Так закончился разговор, который продолжался больше часа. Тут вошел Брандт со срочными бумагами, и Гиммлер вернулся к работе. Через некоторое время мне выпала возможность поговорить с Брандтом. Я пересказал ему свой разговор с Гиммлером о юристах и выразил удивление тем, что тот так хорошо знаком с этими проблемами и запасся всевозможными аргументами.
– Вы затронули одну из областей, в которой рейхсфюрер вынужден непрерывно вести бои – в своей собственной организации, в администрации, против министерства юстиции. Юристы окопались повсюду. Нередко они занимают высочайшие должности в партии и СС, выдвигая свои аргументы и незаметно образуя против рейхсфюрера единый фронт. Поэтому ему приходится все время быть настороже, если он хочет хоть чего-то добиться. Его недоверие к юристам беспредельно. Как часто бывает, ему попадаются документы, противоречащие всем его идеям или расстраивающие его по той или иной причине! Тогда он зовет меня и говорит: «Брандт, выясните, кто этот тип по профессии». Я понимаю, что рейхсфюрер вынюхал очередного юриста и хочет убедиться, что нос его не подвел. Если это так, он с триумфом провозглашает: «Ну что, я снова оказался прав!» Если он ошибается, то говорит: «Но он мог бы стать юристом и наверняка юрист в глубине души».

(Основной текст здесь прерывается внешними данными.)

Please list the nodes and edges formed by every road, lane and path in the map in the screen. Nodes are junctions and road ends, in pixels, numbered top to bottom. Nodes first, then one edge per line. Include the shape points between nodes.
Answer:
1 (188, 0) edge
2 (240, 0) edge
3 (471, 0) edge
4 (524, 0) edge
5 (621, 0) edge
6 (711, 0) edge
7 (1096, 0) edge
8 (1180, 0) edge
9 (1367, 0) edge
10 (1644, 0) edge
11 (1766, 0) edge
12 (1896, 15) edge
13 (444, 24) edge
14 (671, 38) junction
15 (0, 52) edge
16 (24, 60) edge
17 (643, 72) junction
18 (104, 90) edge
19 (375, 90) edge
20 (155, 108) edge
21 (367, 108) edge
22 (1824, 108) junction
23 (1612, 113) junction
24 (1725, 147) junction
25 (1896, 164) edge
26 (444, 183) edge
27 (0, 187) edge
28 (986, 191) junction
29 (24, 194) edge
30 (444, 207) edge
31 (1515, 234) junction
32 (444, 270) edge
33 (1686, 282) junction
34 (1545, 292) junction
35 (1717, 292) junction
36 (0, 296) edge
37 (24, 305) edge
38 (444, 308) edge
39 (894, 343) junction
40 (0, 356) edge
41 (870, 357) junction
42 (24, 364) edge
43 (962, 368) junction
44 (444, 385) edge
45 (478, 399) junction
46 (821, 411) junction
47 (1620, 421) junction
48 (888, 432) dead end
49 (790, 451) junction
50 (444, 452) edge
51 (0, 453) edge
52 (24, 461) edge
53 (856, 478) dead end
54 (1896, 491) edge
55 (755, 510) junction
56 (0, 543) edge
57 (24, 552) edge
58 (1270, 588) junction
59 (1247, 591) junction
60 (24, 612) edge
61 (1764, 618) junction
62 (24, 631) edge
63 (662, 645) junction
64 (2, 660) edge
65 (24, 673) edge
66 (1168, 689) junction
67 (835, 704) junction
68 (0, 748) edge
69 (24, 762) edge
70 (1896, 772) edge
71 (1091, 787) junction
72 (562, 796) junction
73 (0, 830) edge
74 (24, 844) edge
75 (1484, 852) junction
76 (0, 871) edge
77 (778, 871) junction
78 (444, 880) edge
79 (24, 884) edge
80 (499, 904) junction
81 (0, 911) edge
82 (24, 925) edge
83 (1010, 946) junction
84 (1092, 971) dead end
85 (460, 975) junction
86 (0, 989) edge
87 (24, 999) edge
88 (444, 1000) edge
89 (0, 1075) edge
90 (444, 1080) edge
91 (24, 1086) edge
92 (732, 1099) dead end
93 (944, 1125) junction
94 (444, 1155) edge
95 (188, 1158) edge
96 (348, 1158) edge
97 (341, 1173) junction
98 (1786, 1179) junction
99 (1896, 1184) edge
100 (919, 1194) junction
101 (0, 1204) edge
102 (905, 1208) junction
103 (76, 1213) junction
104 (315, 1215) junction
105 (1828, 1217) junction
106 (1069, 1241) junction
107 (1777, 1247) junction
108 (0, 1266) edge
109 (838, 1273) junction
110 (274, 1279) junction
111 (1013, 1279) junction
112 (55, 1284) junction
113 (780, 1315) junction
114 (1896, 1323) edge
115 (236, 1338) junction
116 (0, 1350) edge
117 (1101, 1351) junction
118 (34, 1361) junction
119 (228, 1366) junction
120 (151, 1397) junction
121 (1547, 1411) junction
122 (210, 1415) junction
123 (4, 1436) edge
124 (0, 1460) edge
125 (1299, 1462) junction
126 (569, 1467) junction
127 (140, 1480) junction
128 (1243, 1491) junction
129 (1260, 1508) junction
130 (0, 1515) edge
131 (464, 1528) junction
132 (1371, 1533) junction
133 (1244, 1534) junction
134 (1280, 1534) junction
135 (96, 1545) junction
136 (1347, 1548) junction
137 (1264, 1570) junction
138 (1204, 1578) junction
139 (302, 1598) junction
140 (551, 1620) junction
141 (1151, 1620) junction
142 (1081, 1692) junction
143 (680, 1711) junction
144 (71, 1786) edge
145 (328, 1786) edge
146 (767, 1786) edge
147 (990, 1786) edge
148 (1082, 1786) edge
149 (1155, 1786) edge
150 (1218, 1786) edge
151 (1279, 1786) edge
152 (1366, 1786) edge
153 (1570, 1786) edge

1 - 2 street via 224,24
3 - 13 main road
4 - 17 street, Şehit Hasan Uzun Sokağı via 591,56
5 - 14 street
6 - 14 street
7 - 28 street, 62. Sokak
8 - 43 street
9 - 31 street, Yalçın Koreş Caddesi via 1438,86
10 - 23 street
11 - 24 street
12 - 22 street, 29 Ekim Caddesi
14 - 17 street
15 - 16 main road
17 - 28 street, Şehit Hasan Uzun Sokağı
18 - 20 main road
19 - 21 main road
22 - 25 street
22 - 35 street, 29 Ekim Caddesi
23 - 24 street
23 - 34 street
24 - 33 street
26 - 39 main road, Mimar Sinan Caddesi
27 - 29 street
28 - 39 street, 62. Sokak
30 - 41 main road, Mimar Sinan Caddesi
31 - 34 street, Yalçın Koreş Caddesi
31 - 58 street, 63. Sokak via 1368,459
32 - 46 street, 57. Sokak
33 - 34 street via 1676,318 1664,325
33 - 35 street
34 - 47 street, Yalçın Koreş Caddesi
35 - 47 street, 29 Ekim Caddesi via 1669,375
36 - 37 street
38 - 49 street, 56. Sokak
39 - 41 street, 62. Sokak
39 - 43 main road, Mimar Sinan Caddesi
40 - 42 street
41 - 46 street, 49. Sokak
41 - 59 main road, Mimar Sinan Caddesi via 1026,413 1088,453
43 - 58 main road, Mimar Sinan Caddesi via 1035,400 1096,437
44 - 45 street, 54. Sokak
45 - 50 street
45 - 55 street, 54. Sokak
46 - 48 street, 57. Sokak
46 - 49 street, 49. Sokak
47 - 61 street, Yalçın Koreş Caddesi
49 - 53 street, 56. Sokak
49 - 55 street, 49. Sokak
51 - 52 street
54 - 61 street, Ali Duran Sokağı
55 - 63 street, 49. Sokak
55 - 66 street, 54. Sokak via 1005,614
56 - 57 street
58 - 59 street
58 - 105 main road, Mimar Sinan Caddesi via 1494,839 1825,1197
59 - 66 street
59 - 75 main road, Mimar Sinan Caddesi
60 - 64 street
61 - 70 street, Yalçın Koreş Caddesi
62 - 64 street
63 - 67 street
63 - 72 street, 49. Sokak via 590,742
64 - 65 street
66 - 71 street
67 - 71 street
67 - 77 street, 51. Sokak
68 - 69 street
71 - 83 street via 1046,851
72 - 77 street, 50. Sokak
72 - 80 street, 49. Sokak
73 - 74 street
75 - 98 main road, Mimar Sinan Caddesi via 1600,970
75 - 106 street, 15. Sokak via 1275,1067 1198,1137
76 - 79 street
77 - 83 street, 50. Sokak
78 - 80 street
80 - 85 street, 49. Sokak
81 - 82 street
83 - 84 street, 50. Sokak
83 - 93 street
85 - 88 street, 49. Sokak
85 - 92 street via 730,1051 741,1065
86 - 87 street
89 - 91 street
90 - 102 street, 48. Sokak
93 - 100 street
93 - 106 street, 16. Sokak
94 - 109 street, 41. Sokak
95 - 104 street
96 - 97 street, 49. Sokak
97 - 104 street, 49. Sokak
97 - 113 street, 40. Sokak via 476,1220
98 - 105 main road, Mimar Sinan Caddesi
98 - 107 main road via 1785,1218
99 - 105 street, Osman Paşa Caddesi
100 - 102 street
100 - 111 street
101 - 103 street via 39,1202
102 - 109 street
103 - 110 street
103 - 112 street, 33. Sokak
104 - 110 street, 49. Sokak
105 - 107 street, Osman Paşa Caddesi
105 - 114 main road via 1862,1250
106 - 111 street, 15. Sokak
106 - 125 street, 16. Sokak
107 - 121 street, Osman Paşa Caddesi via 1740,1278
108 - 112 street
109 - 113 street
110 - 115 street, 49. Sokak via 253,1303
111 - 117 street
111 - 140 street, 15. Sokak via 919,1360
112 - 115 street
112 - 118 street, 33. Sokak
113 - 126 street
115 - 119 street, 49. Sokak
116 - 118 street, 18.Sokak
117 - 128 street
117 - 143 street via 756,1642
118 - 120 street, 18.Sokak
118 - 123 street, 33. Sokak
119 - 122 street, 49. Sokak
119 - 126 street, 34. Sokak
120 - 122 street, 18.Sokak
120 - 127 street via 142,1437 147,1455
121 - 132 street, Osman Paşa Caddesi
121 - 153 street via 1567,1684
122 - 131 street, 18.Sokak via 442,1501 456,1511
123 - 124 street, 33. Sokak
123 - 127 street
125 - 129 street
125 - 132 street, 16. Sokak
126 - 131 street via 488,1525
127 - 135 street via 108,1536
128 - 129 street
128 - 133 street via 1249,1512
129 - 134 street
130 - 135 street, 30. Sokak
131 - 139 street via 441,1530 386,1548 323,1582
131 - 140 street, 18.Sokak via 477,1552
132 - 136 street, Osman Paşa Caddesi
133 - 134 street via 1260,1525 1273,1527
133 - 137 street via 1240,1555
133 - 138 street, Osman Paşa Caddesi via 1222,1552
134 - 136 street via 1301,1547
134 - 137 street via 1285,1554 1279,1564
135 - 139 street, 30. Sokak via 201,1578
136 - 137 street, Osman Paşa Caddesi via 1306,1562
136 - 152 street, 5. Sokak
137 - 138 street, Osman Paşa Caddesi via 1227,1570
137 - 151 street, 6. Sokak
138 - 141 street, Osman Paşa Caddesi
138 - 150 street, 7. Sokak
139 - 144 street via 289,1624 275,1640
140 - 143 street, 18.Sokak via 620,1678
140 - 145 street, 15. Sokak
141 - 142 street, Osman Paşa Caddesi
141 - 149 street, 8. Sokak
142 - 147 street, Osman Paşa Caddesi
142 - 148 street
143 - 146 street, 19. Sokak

Я указал Брандту на то, что Гиммлер не ответил на мой вопрос, почему юристы неизменно занимают вторую и третью по важности должности в штабе и в администрации.
– Да, – согласился Брандт, – это очень щекотливый вопрос, которого рейхсфюрер предпочитает избегать. Фактически он не верит в этот факт и считает, что все дело в преувеличенных заявлениях самих юристов, которые занимают заметную позицию в свете и не подкрепляют свое мнение никакими доказательствами. Поэтому он приказал провести статистику, чтобы пролить свет на этот вопрос. Но эта проблема все равно вызывает у него беспокойство.
Риббентроп
29 января 1940 года
Несколько дней назад Гиммлер попросил меня осмотреть фон Риббентропа, министра иностранных дел рейха. Сперва я был против этого, не желая навлекать на себя враждебность врачей, лечивших Риббентропа. Кроме того, я хотел сохранить инкогнито. Но Гиммлер уже говорил обо мне с Риббентропом и сообщил тому, что я лечил его от ревматизма. От меня требовалось ничего не говорить министру о желудочных болях Гиммлера, которые держались в большом секрете. Риббентроп должен был думать, что Гиммлер совершенно здоров. Узнав, что Гиммлер нездоров, он интриговал бы против него еще сильнее, чем в данный момент.